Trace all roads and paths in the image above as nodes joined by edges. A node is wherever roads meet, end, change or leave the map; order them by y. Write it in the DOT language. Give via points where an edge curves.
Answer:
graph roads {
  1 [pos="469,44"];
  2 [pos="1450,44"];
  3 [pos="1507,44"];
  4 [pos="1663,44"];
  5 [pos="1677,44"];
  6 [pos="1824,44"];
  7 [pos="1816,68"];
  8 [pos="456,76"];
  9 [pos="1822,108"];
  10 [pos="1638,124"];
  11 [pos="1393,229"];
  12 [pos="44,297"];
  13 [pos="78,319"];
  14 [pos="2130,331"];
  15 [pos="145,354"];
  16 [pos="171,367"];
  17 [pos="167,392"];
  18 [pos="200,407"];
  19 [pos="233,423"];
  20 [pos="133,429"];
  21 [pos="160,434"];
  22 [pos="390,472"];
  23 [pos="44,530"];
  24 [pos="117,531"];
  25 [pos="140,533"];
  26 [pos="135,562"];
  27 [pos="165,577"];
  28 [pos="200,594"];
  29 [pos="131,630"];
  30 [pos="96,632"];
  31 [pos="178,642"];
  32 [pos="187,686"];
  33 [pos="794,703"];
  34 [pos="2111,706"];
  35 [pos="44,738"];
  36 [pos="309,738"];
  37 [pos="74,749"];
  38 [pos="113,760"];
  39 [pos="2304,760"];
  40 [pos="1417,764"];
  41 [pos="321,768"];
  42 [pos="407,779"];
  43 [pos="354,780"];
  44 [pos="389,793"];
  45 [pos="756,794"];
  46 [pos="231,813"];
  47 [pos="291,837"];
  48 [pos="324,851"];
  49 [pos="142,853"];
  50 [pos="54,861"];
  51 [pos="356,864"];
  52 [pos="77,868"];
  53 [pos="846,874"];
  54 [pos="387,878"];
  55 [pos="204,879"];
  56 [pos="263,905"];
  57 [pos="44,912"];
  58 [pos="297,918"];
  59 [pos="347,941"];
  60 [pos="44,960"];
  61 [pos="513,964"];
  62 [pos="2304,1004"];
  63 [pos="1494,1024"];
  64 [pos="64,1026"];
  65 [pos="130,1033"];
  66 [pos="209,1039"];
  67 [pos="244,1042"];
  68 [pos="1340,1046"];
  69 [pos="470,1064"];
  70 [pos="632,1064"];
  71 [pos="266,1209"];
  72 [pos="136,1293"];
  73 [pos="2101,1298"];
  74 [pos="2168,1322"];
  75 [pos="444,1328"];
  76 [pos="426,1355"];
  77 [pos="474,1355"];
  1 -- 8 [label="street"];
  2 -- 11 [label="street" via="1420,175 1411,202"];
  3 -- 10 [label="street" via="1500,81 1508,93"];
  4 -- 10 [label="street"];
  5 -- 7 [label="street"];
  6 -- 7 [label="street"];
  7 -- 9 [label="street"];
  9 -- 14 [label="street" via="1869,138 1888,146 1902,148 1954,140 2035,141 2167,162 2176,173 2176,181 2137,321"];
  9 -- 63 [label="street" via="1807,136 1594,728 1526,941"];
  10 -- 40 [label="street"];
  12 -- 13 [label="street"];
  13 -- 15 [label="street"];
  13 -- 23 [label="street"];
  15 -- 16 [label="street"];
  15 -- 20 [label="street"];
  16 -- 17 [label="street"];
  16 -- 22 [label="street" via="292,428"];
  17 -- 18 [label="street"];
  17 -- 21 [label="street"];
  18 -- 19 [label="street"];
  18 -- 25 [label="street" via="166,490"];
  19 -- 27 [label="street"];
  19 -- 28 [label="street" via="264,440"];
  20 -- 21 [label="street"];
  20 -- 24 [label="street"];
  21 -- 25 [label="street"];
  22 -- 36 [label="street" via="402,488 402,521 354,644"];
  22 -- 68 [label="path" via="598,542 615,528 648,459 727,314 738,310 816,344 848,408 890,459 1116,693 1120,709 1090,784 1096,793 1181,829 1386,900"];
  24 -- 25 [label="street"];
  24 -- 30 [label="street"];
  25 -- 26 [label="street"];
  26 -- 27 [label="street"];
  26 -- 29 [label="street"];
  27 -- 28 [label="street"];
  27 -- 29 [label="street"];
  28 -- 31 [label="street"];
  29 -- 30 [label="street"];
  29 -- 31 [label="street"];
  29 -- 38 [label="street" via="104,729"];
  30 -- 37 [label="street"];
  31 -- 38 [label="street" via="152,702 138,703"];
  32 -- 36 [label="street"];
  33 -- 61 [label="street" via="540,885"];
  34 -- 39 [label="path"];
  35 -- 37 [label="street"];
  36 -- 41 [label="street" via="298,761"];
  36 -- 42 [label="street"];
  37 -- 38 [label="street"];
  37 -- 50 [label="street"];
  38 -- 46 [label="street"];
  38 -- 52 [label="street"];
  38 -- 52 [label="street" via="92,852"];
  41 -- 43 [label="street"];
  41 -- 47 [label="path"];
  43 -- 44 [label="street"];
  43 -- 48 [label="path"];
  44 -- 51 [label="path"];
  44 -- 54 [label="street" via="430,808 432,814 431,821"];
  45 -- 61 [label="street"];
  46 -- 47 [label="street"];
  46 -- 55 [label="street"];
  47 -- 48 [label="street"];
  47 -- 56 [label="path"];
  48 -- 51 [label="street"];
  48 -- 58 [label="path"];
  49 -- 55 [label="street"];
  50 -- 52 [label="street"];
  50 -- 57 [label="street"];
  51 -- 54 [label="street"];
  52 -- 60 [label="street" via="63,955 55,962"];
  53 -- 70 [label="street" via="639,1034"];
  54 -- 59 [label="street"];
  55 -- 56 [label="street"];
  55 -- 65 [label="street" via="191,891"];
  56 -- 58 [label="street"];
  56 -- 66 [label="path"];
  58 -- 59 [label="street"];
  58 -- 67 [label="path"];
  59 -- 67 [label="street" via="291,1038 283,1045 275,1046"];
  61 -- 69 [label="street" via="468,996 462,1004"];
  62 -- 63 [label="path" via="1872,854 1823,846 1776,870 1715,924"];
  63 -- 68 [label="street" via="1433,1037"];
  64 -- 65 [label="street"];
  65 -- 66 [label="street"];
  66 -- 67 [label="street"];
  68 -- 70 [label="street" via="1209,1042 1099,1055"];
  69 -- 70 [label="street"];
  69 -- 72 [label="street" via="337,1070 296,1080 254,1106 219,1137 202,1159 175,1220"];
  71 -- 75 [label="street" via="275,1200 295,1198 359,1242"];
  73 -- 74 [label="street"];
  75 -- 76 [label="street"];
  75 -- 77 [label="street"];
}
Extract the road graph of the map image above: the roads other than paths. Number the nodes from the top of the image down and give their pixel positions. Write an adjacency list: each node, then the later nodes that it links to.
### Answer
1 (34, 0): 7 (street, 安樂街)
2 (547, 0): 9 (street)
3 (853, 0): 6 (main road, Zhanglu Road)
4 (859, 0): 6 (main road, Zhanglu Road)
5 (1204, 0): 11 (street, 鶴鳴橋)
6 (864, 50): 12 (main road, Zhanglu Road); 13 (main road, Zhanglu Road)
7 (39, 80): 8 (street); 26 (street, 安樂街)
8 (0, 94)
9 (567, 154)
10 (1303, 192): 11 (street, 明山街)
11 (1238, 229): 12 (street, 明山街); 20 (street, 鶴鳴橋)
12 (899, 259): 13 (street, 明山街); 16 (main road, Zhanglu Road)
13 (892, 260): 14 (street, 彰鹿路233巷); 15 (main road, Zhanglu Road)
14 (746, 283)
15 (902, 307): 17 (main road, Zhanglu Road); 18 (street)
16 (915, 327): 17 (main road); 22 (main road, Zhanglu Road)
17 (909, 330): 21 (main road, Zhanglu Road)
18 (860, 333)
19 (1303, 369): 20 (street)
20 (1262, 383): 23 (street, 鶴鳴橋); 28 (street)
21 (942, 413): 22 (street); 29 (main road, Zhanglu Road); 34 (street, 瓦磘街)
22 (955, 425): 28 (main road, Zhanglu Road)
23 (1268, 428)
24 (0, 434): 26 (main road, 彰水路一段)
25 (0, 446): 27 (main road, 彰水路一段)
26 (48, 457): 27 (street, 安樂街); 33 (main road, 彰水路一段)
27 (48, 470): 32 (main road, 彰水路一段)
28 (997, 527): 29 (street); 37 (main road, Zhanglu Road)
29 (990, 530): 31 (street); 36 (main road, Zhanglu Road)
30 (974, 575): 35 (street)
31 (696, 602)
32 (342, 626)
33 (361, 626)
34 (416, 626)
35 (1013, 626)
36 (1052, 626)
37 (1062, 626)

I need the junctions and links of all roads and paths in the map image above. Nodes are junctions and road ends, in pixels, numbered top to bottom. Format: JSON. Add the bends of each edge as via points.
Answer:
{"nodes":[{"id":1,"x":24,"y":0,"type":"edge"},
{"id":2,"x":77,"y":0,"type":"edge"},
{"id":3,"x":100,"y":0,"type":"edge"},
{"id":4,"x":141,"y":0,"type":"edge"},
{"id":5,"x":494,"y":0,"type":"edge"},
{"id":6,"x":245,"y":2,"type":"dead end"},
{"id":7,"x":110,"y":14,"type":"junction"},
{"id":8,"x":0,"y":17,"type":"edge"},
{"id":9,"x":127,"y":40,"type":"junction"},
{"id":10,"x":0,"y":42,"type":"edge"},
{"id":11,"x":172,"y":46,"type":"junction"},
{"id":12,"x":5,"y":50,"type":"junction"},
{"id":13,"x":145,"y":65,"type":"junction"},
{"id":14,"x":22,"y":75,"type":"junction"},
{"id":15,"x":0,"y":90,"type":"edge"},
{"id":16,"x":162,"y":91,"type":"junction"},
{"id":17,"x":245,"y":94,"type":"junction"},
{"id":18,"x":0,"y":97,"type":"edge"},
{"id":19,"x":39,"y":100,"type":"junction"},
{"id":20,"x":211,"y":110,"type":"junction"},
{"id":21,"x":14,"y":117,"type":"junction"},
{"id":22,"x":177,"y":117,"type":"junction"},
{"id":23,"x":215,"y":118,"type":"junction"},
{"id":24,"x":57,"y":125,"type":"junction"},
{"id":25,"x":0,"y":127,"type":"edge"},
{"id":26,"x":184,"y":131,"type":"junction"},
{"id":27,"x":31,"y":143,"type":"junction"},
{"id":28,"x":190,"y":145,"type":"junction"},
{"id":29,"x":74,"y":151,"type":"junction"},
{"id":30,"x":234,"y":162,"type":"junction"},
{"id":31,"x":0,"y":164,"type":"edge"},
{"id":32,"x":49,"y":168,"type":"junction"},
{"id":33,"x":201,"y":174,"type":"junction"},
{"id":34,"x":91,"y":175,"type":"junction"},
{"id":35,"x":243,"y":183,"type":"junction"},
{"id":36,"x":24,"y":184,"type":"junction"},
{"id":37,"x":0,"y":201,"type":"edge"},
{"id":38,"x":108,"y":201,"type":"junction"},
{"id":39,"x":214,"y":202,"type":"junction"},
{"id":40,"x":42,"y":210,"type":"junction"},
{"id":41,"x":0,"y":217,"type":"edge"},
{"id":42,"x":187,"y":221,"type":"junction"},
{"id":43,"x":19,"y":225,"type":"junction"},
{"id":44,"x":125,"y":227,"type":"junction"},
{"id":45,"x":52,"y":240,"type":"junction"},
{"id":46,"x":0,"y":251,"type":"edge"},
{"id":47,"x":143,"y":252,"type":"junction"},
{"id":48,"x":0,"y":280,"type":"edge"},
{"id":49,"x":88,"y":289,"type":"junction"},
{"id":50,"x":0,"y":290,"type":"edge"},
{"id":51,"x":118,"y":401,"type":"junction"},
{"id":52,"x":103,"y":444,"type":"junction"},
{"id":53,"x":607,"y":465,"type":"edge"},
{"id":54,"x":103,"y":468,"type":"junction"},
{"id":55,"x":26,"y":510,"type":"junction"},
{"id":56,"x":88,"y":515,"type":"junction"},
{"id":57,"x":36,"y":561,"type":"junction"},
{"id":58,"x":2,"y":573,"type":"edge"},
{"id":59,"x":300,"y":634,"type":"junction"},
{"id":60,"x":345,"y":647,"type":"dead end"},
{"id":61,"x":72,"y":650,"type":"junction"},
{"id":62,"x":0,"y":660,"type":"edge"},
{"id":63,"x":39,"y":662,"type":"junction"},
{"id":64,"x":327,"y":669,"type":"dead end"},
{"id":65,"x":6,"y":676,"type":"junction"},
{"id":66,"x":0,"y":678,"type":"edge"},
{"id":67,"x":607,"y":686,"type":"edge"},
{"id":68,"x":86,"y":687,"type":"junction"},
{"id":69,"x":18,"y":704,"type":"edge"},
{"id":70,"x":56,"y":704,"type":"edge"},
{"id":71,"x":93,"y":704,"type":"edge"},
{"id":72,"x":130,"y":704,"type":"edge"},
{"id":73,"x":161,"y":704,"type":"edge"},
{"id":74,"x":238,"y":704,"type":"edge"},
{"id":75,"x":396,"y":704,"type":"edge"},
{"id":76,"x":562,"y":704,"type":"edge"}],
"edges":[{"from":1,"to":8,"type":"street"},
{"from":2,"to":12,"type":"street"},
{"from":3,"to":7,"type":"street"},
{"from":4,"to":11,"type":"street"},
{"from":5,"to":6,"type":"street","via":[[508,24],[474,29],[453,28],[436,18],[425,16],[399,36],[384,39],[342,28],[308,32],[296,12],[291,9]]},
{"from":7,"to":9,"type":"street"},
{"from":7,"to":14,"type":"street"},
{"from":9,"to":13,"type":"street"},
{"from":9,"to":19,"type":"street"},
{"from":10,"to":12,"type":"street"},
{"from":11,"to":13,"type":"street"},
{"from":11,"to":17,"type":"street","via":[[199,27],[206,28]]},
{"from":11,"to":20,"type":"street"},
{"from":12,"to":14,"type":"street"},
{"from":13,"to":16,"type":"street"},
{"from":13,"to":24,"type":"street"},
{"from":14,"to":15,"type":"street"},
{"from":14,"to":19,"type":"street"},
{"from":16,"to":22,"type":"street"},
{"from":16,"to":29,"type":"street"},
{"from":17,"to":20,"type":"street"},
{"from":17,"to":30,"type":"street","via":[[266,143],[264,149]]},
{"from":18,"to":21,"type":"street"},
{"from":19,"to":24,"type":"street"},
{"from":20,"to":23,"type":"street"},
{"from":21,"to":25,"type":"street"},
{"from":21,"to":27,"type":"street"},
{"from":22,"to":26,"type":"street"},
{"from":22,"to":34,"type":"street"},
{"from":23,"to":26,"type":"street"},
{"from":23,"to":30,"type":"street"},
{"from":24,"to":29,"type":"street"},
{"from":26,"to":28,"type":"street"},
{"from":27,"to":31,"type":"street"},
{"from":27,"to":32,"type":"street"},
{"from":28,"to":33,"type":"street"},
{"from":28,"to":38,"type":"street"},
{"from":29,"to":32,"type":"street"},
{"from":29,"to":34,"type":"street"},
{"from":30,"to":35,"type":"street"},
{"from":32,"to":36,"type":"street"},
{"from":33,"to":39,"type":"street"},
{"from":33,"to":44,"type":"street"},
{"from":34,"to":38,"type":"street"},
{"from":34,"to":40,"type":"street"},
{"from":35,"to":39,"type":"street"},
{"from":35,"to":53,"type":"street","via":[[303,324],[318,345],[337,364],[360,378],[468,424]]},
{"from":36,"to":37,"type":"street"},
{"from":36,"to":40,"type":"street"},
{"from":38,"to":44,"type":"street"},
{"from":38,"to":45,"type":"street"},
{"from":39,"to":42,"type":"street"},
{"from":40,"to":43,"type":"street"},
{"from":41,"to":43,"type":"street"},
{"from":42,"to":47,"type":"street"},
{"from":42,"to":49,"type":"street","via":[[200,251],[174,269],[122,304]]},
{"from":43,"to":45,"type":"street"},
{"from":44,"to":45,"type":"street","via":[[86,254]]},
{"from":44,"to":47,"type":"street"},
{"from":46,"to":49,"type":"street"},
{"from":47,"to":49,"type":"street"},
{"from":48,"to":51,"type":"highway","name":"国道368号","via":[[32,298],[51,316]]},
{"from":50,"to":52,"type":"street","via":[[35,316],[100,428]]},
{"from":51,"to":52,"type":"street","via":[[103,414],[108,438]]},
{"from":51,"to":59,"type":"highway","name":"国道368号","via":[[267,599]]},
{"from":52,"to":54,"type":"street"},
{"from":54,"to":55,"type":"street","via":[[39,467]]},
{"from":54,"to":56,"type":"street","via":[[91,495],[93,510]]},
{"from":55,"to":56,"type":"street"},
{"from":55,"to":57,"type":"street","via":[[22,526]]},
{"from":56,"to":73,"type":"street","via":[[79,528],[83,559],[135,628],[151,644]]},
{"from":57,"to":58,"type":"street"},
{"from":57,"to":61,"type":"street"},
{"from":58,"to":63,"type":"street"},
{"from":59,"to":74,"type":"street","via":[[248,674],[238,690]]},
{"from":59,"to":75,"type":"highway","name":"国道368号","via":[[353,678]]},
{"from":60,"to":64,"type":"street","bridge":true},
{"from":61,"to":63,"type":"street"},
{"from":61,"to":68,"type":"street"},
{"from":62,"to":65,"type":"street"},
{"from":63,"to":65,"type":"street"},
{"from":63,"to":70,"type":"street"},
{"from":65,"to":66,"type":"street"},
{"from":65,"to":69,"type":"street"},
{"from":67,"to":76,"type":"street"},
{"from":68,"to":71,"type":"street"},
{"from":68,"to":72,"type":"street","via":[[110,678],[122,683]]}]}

┄┄┄┄┄┄┄┄┄┄┄┄┄┄┄┄┄┄┄┄

## ASSIGNMENT
Please report every line of the listing that contains the string "Write".

## SOLUTION FOR THIS PROBLEM
Trace all roads and paths in the image above as nodes joined by edges. A node is wherever roads meet, end, change or leave the map; order them by y. Write it in the DOT language. Give via points where an edge curves.
Extract the road graph of the map image above: the roads other than paths. Number the nodes from the top of the image down and give their pixel positions. Write an adjacency list: each node, then the later nodes that it links to.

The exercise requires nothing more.